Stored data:
'''

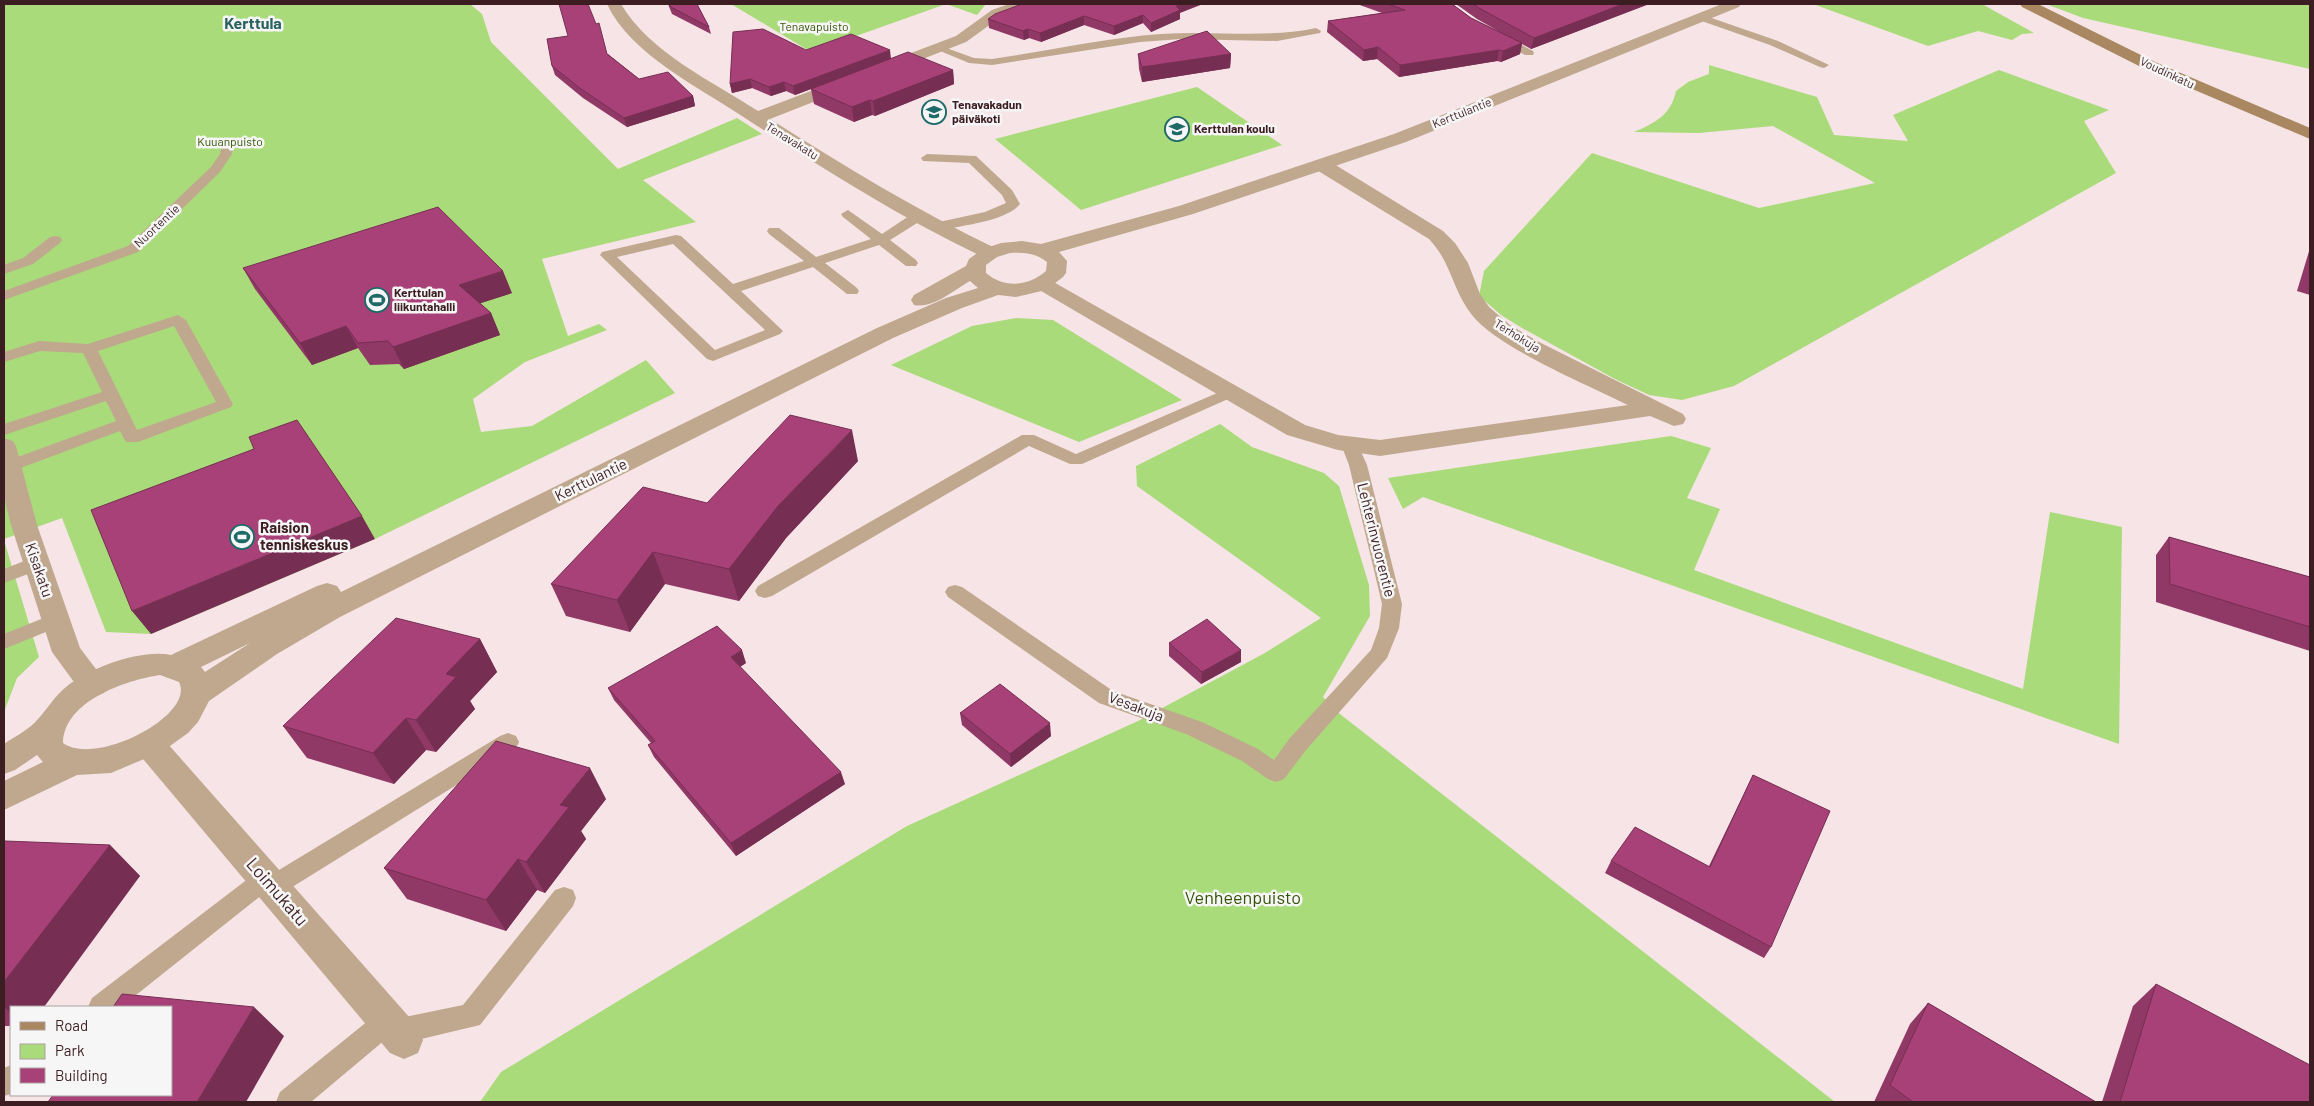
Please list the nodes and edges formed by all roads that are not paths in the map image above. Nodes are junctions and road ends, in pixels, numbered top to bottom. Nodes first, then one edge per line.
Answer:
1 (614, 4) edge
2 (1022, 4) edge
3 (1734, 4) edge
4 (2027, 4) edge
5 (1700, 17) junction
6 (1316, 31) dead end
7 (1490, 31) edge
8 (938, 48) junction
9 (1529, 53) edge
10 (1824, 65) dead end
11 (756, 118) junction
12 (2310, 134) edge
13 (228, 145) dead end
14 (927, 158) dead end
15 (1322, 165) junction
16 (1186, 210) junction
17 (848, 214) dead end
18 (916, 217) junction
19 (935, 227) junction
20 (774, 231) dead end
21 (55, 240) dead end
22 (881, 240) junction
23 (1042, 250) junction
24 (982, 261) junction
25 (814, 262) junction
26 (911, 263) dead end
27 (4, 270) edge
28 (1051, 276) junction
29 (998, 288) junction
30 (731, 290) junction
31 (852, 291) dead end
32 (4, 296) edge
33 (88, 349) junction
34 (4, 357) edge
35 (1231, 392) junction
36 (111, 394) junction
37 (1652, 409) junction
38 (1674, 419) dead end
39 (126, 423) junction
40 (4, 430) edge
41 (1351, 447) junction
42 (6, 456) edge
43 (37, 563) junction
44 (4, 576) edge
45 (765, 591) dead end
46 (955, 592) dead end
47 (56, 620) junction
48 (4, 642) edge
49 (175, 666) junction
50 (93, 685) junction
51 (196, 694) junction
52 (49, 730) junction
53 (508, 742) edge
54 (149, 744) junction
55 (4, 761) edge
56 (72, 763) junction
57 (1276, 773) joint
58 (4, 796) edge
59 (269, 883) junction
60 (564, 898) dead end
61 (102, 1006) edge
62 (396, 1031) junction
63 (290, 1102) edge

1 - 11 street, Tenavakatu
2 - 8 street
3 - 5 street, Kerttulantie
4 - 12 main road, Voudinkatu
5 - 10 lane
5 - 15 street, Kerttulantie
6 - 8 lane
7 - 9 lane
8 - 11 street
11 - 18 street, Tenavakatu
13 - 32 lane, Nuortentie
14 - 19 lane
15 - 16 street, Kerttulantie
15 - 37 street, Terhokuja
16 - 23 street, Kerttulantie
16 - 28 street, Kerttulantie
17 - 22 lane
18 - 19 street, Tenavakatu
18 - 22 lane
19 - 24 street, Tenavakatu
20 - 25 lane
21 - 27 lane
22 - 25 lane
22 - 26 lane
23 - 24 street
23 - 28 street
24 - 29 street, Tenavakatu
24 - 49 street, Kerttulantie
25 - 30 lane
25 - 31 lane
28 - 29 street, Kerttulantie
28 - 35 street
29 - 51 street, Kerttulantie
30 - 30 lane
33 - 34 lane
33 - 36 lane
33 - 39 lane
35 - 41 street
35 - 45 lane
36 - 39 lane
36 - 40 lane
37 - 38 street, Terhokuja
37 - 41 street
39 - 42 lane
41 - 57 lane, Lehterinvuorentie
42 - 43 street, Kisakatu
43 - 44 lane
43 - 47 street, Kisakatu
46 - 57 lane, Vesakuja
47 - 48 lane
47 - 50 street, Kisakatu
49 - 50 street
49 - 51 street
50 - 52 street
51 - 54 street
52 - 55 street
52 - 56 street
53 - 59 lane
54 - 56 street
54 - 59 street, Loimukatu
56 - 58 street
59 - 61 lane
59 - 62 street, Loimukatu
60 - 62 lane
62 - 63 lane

'''
'''

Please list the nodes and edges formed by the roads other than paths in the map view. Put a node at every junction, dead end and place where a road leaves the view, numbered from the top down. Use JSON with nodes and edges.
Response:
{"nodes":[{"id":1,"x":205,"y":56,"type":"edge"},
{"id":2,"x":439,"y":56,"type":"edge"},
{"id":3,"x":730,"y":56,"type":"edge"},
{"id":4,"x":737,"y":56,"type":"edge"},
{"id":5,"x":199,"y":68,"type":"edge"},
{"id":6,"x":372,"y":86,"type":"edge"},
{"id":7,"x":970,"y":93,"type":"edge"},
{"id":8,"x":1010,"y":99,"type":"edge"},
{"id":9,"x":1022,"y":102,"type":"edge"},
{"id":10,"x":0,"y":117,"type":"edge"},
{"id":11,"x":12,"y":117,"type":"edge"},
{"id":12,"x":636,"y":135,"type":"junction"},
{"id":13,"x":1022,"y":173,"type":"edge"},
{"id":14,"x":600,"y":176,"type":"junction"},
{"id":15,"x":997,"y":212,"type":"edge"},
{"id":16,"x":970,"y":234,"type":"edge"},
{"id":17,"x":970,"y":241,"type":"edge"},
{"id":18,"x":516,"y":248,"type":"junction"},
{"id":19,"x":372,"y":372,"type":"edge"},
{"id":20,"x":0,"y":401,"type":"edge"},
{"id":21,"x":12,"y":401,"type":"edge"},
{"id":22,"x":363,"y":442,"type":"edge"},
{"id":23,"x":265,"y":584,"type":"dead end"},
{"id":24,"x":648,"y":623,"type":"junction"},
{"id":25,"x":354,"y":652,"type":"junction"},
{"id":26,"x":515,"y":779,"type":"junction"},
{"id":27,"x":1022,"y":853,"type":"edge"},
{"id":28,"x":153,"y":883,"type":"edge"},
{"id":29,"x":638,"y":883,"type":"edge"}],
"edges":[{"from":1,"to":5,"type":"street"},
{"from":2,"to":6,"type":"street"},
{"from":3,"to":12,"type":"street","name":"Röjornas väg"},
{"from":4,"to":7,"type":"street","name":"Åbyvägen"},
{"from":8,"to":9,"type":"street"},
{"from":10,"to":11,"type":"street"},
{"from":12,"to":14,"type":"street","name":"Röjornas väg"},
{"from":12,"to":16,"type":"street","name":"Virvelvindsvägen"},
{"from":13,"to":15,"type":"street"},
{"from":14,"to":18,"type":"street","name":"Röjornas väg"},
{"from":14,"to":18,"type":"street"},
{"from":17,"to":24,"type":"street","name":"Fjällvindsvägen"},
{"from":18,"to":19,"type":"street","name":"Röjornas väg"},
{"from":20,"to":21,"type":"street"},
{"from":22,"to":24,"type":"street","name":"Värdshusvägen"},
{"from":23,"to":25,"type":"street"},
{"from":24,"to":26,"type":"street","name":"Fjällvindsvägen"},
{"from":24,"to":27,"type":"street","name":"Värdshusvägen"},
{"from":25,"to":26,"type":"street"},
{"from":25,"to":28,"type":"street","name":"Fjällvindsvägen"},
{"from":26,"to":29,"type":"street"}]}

'''

Your answer should consist of each line of the data above in which the word "Loimukatu" occurs.

54 - 59 street, Loimukatu
59 - 62 street, Loimukatu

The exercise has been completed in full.